[Exercise instructions]
Exactly reproduce the lines from the top of the entries below through the line containing "thumb mcp: (1192, 633)", with both ends included.

(Exercise inputs Opens)

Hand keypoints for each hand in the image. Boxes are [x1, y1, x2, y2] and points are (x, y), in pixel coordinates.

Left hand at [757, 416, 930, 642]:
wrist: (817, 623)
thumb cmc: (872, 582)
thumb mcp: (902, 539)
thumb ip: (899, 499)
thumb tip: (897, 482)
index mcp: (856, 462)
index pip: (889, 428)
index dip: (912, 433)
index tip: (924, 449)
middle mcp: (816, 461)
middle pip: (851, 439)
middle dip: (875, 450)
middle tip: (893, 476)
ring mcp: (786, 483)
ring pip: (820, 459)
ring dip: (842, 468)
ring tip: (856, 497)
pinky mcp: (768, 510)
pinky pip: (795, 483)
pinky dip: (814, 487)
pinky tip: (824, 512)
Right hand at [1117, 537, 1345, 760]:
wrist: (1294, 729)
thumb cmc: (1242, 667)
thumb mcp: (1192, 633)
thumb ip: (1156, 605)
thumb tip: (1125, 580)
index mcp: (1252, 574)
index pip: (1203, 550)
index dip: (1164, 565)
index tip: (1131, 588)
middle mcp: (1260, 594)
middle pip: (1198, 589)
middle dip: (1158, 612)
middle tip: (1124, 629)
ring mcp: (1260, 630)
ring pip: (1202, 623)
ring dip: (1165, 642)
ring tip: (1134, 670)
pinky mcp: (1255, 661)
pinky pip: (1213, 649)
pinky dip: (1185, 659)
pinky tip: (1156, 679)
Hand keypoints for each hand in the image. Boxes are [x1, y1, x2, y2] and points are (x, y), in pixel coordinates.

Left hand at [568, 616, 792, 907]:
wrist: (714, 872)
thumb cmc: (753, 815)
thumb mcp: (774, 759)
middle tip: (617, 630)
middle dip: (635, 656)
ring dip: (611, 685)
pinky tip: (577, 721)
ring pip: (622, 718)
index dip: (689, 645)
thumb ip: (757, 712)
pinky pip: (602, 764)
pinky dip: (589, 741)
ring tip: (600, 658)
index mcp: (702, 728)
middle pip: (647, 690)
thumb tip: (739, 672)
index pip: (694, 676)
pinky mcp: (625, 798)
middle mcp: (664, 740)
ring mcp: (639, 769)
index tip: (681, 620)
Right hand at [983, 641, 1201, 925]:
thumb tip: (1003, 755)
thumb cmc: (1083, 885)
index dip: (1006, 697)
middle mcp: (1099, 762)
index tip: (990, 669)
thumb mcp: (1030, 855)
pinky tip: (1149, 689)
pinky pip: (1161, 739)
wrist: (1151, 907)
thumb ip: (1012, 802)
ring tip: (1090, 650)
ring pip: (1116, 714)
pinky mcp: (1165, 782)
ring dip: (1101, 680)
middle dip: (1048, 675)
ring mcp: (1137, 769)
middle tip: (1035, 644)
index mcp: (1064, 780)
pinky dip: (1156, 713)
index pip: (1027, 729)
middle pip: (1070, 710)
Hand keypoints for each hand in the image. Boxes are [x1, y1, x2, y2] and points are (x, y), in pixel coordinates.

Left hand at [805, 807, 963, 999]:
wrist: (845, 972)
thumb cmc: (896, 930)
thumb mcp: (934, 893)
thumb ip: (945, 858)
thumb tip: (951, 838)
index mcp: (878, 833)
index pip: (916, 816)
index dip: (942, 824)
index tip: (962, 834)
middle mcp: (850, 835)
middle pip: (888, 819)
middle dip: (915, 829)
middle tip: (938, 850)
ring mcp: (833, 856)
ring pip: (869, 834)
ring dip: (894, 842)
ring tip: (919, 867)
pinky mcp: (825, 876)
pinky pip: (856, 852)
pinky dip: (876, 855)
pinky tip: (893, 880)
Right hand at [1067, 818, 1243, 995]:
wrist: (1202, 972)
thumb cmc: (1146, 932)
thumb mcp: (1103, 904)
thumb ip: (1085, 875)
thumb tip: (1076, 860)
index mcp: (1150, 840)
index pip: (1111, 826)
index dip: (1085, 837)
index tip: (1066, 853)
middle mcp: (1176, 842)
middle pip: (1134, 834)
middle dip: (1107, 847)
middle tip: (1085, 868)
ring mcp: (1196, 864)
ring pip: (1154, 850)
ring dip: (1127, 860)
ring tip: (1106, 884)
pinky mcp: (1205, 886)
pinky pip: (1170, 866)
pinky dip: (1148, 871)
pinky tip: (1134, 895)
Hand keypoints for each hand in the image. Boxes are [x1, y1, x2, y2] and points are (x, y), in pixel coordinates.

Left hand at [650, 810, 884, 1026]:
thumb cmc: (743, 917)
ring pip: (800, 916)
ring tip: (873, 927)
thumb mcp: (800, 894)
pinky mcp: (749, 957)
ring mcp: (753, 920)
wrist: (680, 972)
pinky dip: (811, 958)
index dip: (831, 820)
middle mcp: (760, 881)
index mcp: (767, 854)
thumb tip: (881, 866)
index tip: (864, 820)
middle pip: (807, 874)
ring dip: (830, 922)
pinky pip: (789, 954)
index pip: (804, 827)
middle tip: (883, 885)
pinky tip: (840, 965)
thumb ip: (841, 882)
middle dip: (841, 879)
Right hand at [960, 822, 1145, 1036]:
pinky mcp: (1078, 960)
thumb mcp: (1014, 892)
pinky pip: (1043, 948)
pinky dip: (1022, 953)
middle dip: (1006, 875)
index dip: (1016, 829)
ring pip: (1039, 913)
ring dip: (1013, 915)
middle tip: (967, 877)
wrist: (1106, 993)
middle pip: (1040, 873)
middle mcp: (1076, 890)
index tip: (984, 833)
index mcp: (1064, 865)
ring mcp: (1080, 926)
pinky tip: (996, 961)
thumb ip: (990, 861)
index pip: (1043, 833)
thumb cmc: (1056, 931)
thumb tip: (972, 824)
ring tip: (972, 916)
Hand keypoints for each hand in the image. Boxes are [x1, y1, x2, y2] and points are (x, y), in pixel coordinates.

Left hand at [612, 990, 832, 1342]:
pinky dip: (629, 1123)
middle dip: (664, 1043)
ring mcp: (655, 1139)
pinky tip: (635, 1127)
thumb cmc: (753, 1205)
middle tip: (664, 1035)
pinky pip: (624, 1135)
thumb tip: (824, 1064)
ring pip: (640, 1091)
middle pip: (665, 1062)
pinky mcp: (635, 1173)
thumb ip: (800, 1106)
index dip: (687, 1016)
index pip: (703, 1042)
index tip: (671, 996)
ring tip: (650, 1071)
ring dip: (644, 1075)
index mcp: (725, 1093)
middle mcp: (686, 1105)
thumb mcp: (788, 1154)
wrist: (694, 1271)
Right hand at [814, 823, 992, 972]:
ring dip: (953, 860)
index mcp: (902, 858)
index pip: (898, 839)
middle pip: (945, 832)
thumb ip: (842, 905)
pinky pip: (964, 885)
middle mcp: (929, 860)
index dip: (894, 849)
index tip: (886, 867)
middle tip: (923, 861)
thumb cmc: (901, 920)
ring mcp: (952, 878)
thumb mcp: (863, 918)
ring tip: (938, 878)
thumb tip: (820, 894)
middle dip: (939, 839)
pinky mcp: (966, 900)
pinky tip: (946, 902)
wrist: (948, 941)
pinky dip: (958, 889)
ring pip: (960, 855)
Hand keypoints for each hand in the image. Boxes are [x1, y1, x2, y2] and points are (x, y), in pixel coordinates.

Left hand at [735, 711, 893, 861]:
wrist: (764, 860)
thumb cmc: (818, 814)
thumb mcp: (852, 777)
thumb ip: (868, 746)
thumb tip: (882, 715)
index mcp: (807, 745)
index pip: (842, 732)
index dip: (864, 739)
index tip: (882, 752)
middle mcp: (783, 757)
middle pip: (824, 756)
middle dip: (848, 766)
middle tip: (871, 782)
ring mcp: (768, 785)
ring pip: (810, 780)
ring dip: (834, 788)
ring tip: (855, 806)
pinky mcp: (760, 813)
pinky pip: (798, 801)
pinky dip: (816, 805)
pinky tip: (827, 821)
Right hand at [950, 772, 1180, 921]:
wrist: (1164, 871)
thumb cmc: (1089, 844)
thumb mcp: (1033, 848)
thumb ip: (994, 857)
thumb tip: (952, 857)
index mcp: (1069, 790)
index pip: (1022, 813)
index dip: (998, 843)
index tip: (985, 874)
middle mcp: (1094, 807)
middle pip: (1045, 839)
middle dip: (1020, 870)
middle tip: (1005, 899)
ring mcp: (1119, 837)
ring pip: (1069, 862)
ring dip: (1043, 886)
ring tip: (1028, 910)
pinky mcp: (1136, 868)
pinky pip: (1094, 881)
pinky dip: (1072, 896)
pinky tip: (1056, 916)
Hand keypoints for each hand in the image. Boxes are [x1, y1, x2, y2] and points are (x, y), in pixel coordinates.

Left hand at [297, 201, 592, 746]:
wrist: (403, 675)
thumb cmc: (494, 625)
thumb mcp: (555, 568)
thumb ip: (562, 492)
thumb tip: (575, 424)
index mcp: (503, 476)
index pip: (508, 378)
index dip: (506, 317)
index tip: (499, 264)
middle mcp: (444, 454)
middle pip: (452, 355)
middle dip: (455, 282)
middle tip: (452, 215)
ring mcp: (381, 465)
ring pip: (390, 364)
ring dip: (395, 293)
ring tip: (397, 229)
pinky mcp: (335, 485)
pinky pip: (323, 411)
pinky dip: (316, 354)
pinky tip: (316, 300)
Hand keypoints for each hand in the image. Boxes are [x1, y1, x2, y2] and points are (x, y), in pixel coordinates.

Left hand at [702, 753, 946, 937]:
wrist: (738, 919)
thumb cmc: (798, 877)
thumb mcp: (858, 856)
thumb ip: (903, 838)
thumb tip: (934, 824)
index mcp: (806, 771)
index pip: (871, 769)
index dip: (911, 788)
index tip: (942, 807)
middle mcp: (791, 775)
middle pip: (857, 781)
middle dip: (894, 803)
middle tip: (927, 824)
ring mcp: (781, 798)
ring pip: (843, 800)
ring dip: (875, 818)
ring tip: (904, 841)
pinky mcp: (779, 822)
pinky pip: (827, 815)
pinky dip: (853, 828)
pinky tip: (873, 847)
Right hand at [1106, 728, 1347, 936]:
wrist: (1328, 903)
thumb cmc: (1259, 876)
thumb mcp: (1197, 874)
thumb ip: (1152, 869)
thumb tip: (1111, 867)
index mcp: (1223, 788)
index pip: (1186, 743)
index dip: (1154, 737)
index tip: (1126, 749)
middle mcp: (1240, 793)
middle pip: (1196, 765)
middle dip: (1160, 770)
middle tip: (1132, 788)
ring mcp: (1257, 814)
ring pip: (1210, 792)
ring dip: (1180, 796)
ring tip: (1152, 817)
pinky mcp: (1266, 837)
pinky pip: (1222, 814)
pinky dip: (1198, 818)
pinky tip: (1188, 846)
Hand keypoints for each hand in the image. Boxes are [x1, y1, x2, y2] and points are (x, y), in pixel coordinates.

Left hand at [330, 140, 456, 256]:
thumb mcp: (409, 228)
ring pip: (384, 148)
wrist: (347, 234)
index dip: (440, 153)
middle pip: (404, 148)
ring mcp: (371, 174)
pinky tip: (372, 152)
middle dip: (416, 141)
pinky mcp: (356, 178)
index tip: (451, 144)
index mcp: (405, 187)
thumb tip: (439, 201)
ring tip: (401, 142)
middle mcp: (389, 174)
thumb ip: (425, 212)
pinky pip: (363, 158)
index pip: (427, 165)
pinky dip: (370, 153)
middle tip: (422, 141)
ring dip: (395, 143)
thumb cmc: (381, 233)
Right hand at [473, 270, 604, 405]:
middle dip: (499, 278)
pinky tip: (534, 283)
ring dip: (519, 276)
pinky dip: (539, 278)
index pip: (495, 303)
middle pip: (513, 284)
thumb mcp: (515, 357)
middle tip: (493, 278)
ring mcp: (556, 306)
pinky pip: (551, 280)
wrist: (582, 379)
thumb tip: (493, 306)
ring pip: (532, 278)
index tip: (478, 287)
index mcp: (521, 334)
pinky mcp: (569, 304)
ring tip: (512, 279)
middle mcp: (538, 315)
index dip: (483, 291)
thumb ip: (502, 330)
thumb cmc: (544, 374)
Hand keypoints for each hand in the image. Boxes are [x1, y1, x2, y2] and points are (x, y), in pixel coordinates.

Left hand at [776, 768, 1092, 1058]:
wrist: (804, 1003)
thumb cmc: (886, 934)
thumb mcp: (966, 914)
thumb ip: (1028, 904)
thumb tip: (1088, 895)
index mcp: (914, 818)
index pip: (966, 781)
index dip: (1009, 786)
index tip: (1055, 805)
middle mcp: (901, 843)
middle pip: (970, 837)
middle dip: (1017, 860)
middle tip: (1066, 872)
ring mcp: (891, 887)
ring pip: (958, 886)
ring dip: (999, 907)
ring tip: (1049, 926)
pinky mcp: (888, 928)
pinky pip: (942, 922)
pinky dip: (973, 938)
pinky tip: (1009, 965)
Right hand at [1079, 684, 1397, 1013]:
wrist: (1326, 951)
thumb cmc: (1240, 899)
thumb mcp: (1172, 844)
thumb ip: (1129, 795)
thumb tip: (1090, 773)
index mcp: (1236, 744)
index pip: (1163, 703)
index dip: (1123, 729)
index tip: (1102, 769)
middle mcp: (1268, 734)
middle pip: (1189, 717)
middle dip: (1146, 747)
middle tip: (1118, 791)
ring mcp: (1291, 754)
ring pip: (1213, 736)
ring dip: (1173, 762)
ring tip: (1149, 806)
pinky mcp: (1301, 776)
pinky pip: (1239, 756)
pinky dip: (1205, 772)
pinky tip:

(Exercise inputs Closes)

[Exercise solution]
Hand keypoints for each hand in the image. Boxes are [x1, y1, x2, y2] and points are (x, y), in pixel coordinates.

Left hand at [757, 416, 930, 642]:
wrist: (817, 623)
thumb cmc: (872, 582)
thumb mcp: (902, 539)
thumb ip: (899, 499)
thumb tip: (897, 482)
index mcp: (856, 462)
index pip: (889, 428)
index dip: (912, 433)
index tip: (924, 449)
middle mcp: (816, 461)
middle pip: (851, 439)
middle dip: (875, 450)
middle tip: (893, 476)
ring mcp: (786, 483)
ring pip: (820, 459)
ring dip: (842, 468)
ring tip: (856, 497)
pinky mcp: (768, 510)
pinky pip: (795, 483)
pinky dip: (814, 487)
pinky tip: (824, 512)
Right hand at [1117, 537, 1345, 760]:
wrist: (1294, 729)
thumb cmc: (1242, 667)
thumb mcp: (1192, 633)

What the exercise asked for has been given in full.